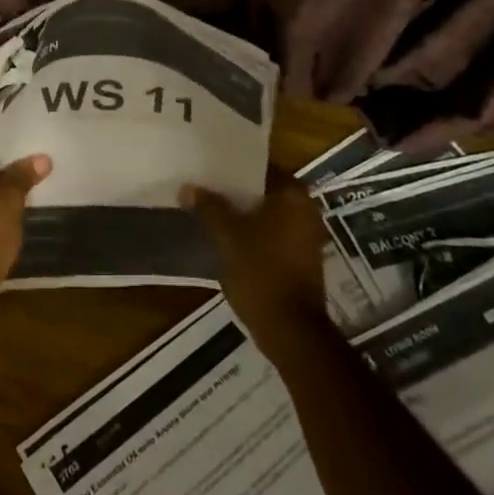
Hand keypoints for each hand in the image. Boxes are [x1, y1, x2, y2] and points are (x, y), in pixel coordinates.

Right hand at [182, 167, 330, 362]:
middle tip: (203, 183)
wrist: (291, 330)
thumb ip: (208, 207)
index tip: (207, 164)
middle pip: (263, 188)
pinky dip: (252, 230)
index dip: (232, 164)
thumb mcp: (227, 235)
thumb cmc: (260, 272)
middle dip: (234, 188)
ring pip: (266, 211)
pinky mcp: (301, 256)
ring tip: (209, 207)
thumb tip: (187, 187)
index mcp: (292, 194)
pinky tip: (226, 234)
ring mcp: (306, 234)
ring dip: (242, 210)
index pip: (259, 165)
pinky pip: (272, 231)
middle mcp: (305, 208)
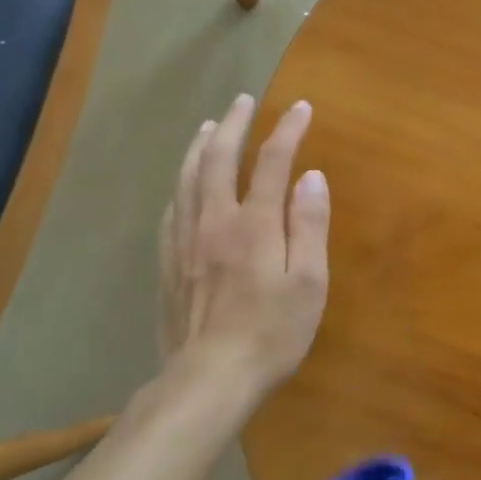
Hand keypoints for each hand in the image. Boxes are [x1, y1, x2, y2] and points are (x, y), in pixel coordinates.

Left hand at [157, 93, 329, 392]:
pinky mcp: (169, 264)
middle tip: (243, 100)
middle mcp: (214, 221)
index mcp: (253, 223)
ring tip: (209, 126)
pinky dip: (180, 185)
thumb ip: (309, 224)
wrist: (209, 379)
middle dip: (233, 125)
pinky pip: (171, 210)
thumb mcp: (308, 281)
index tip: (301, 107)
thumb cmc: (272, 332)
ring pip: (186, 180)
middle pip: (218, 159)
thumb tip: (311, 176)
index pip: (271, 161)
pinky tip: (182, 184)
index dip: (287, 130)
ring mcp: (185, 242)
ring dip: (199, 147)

= = = = = = =

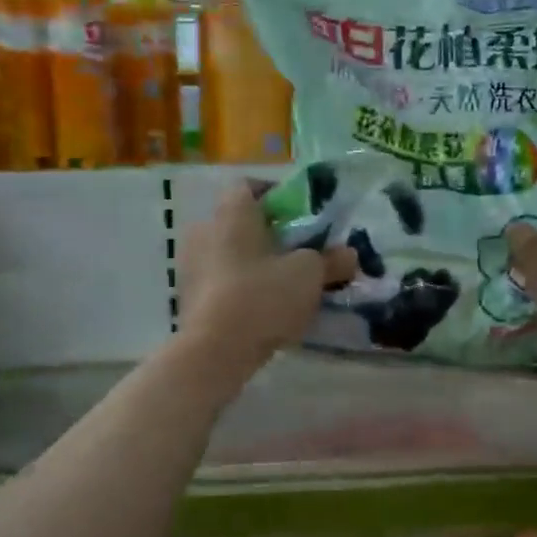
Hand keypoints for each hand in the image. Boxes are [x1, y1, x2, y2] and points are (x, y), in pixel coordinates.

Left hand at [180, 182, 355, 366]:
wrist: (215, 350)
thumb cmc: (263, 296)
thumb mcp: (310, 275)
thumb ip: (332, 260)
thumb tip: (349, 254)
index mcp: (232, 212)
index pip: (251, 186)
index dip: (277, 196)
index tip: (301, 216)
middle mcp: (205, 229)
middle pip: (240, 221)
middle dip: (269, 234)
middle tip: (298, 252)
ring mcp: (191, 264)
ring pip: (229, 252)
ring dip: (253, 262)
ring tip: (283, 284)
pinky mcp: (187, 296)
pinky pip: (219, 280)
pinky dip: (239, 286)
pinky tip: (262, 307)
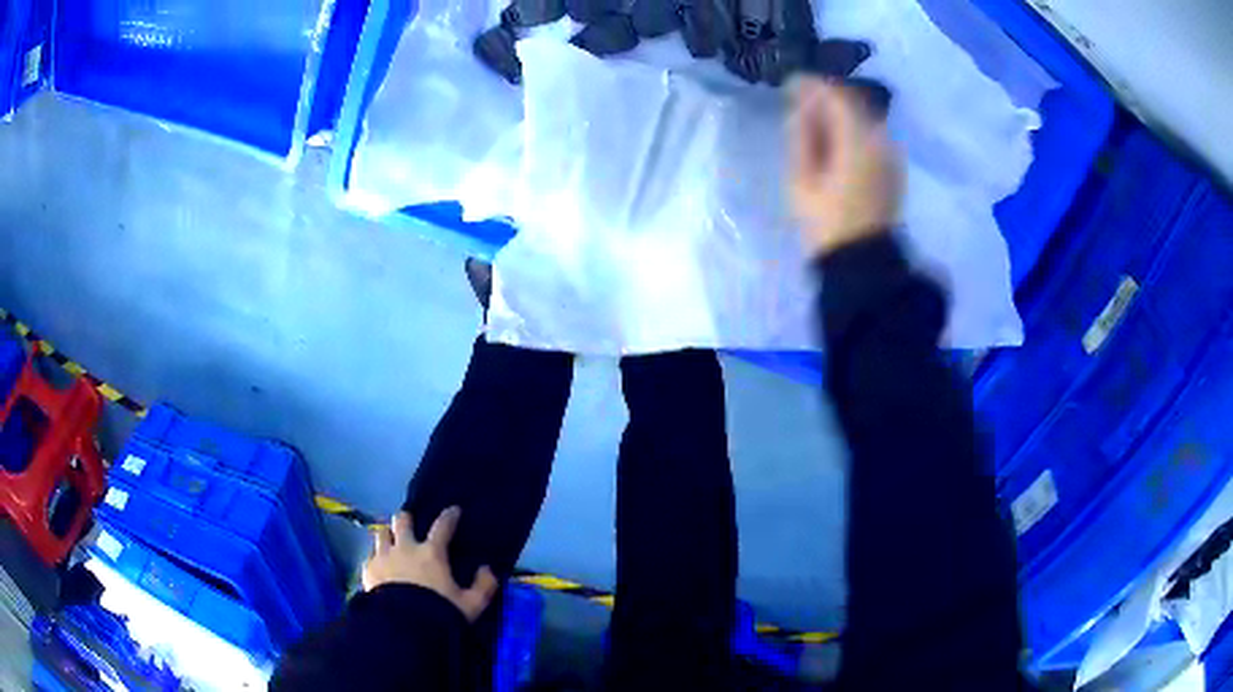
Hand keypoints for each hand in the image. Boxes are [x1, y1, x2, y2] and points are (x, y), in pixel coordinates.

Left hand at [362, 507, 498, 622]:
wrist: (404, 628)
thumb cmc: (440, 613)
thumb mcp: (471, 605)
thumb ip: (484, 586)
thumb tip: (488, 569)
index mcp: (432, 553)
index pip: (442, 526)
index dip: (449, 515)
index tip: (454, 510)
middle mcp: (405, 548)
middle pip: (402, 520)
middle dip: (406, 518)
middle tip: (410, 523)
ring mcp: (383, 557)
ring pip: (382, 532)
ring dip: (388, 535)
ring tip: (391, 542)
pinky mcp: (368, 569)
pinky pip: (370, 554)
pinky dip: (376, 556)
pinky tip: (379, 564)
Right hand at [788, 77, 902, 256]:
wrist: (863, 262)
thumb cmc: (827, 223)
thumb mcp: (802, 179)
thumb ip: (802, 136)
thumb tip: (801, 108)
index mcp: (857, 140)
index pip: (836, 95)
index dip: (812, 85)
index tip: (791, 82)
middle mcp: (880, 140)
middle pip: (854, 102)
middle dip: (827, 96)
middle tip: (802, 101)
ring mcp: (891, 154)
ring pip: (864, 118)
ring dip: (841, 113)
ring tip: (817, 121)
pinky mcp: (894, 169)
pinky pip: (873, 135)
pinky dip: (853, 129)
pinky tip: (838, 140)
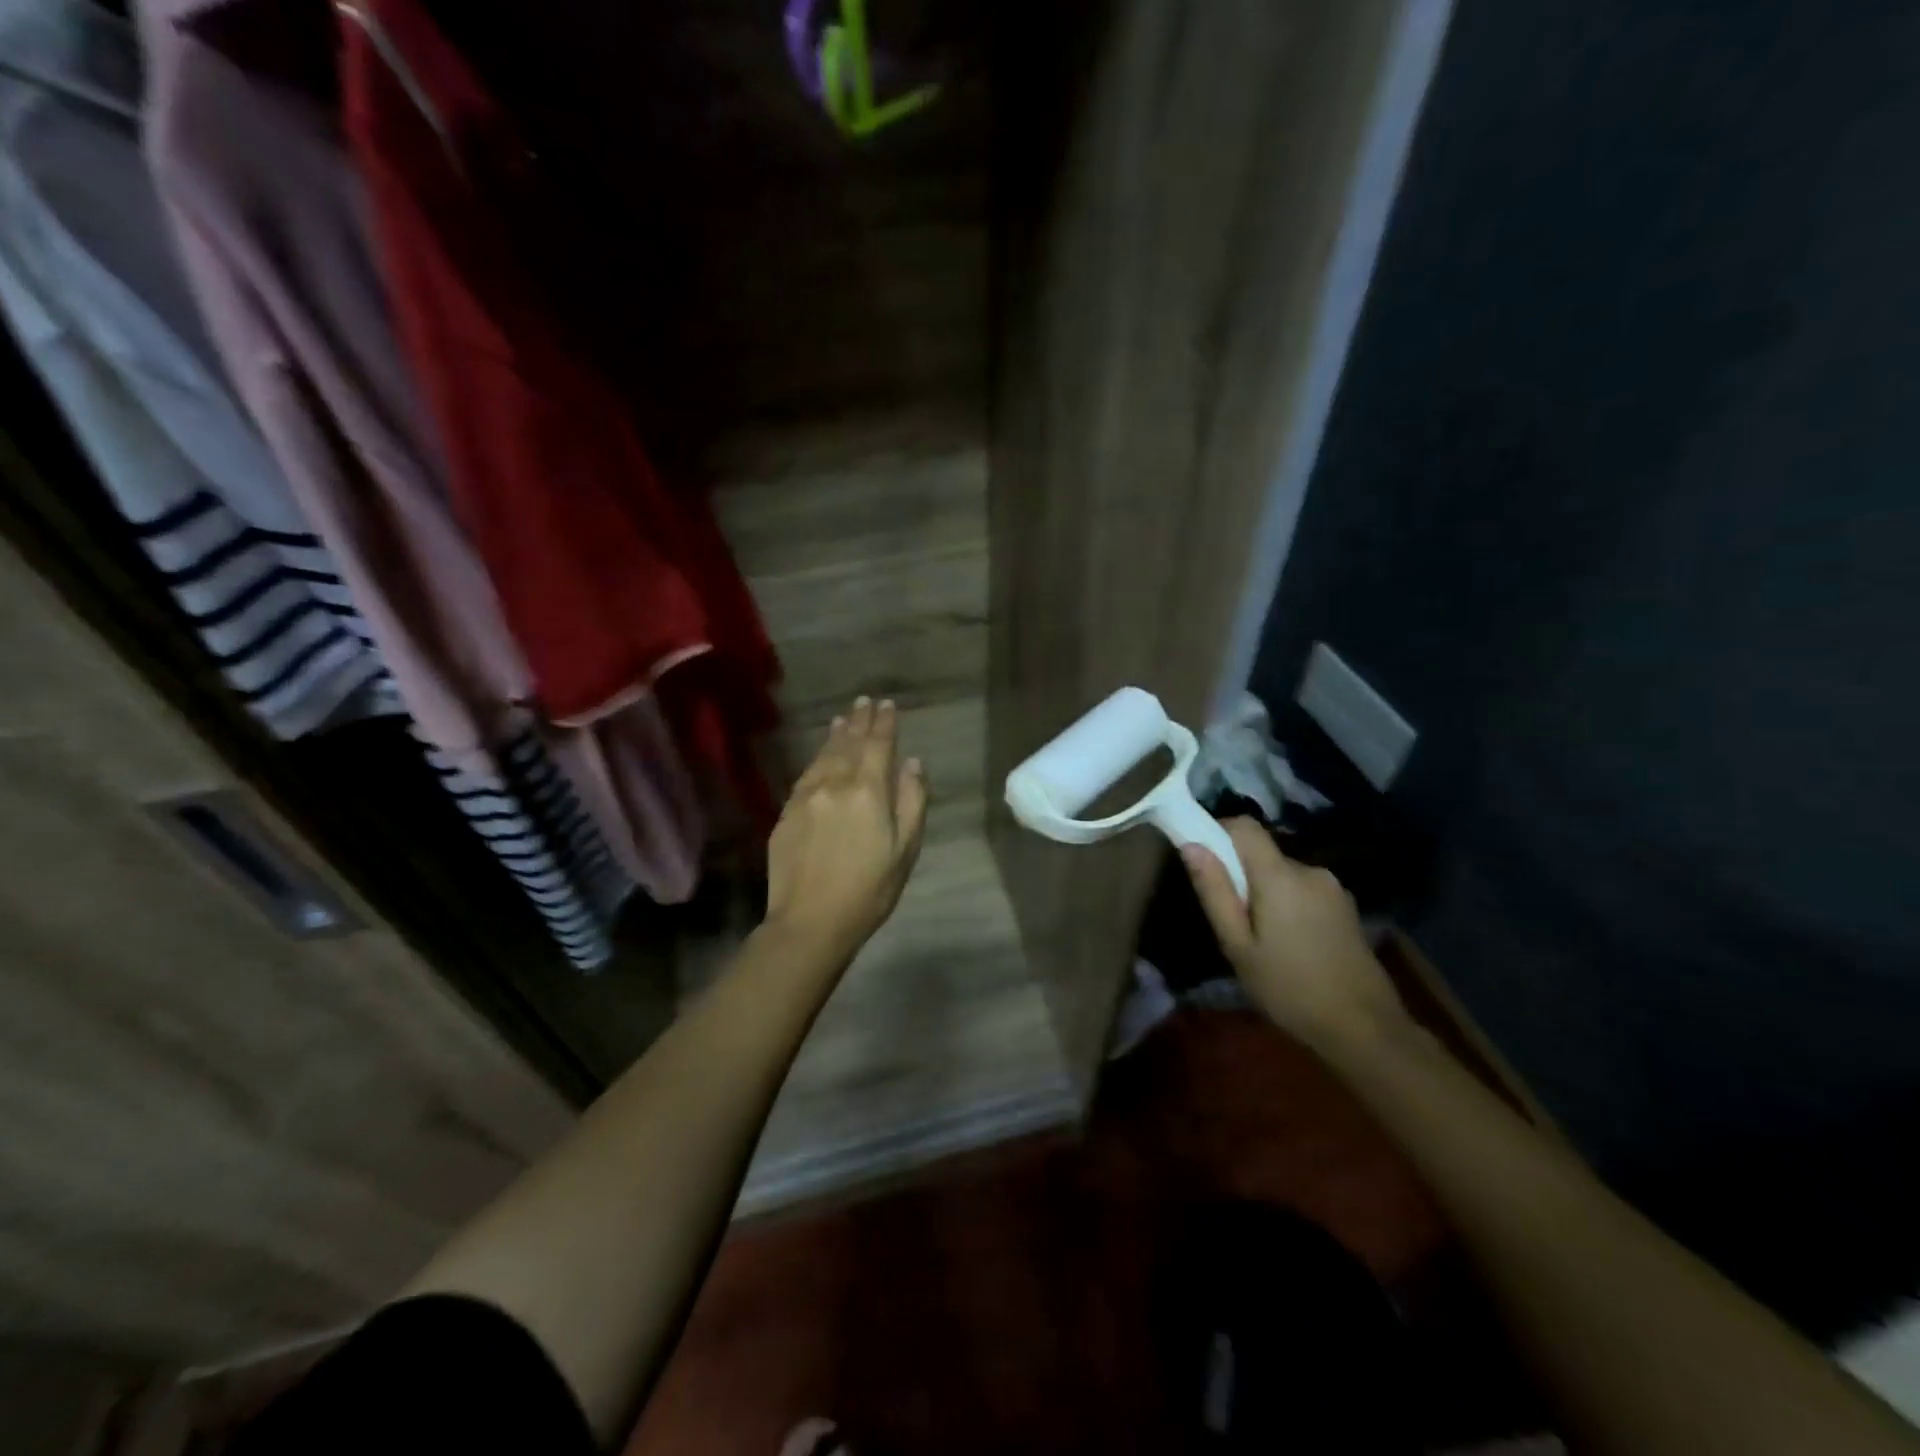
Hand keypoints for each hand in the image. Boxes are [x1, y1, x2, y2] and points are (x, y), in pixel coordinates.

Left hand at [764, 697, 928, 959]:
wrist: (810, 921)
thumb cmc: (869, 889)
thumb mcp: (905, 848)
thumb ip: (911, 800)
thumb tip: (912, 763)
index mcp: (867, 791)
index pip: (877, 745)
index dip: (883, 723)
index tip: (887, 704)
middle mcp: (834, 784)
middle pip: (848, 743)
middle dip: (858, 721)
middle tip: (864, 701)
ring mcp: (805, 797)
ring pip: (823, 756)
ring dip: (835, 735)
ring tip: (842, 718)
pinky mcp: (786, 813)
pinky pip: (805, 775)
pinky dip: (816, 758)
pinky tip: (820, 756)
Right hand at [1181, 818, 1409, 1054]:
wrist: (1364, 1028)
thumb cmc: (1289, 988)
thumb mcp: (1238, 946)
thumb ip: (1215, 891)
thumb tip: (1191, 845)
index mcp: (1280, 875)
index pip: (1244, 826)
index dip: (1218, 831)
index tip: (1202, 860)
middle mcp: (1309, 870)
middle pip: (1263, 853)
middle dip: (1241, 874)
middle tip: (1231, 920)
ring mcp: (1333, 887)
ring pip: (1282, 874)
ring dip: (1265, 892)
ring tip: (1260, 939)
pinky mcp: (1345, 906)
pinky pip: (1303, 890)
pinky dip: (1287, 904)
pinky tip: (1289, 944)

= = = = = = =

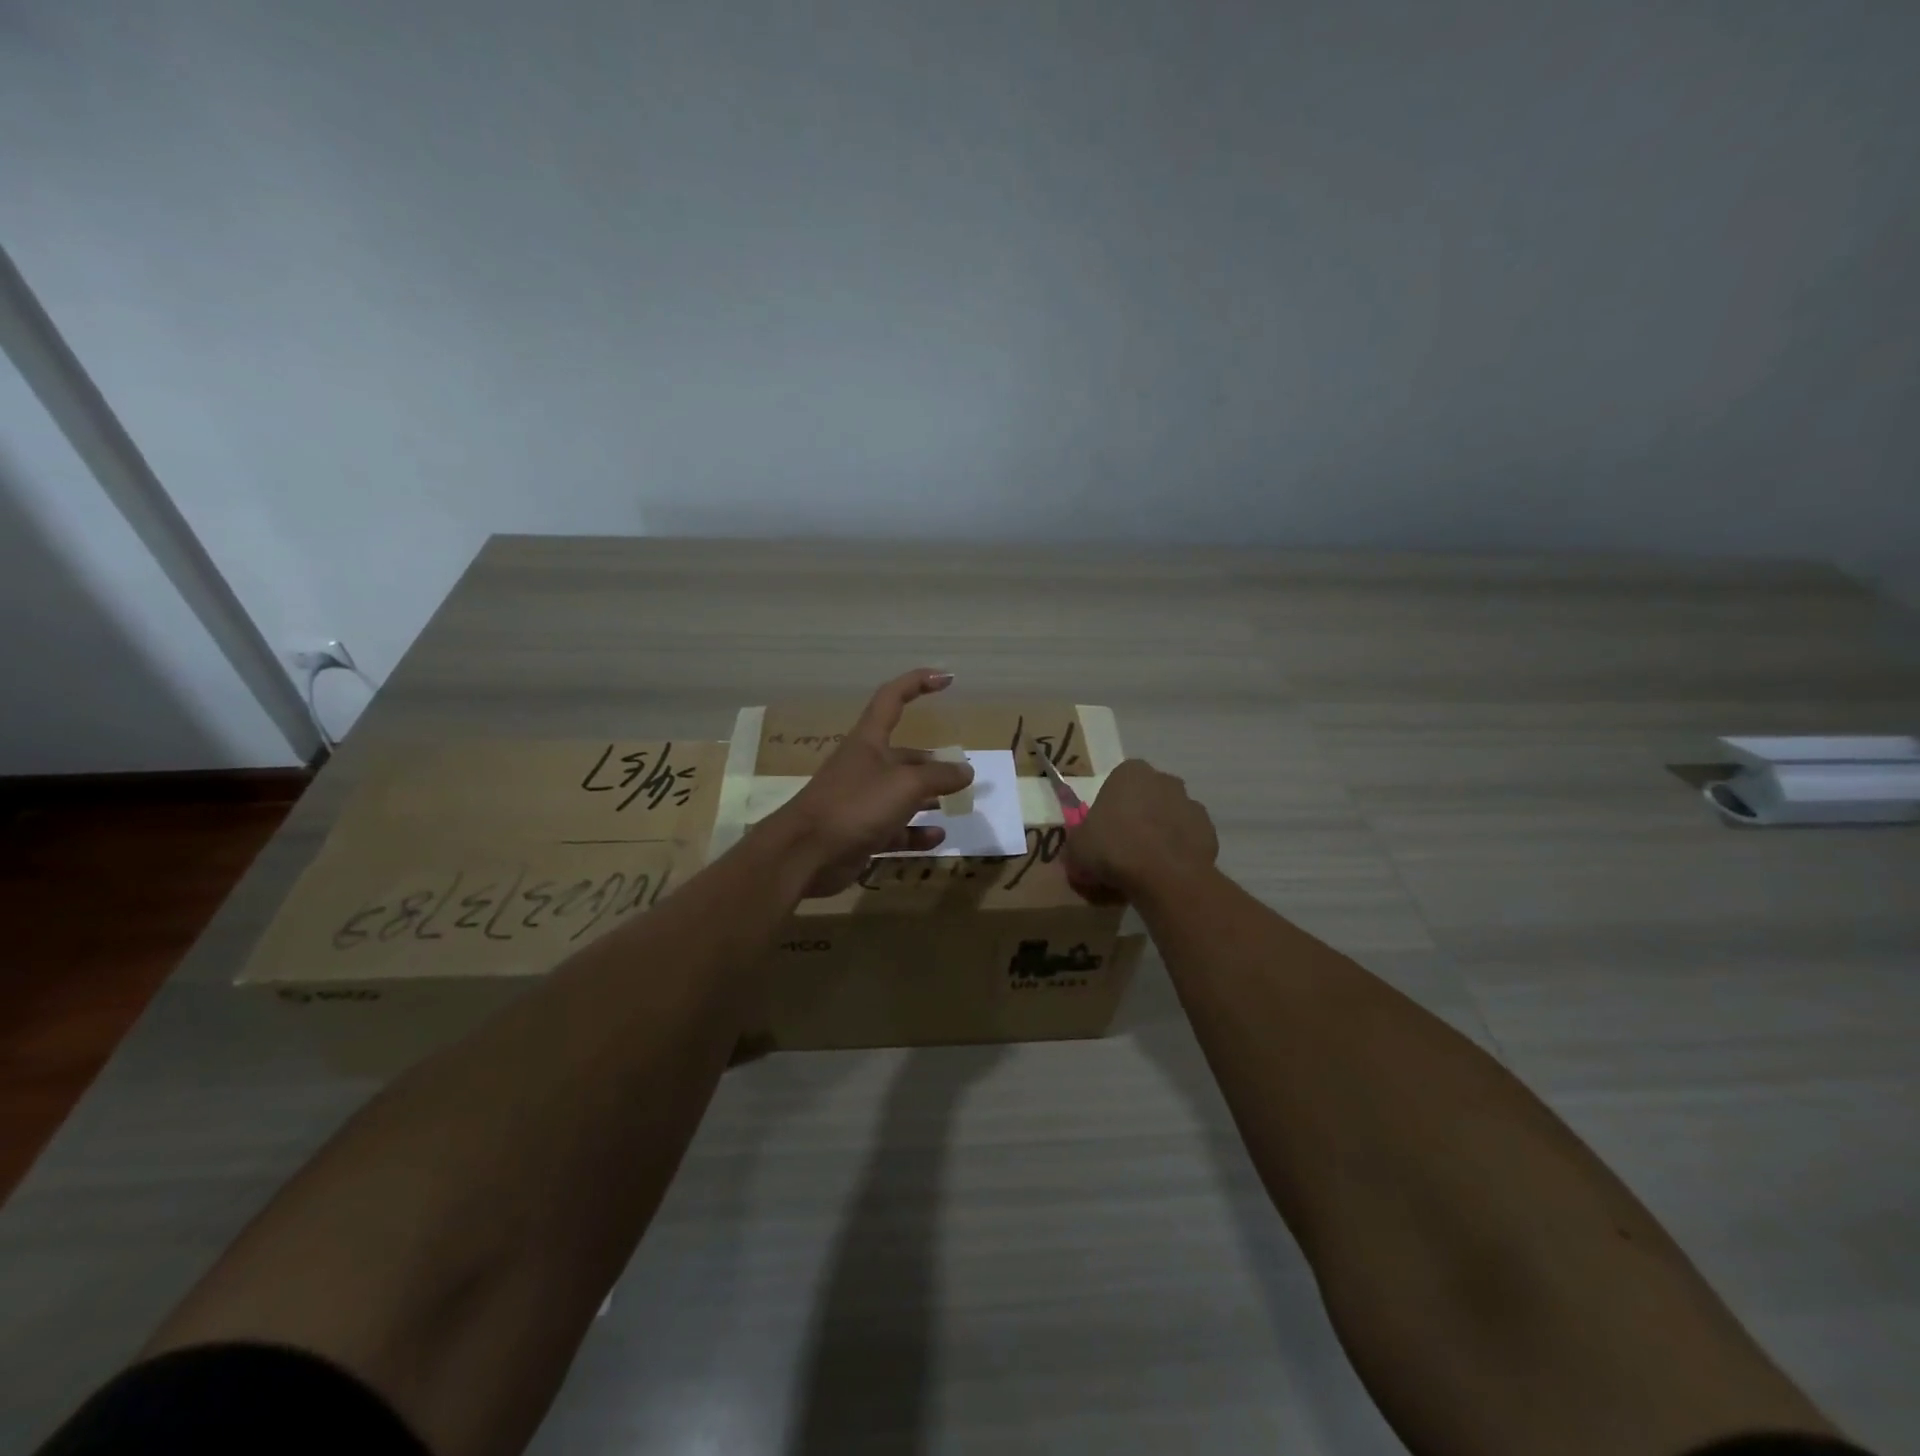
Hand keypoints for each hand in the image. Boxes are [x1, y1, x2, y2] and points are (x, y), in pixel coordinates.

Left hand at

= = = = = = =

» Directions
Could you restate word for word the lines above from the one containing "index tip: (301, 107)" through the one containing "ring dip: (199, 147)", both included, and nothing else?

» Solution
index tip: (301, 107)
thumb cmc: (272, 332)
ring pip: (186, 180)
middle pip: (218, 159)
thumb tip: (311, 176)
index pip: (271, 161)
pinky tip: (182, 184)
index dip: (287, 130)
ring mcp: (185, 242)
ring dip: (199, 147)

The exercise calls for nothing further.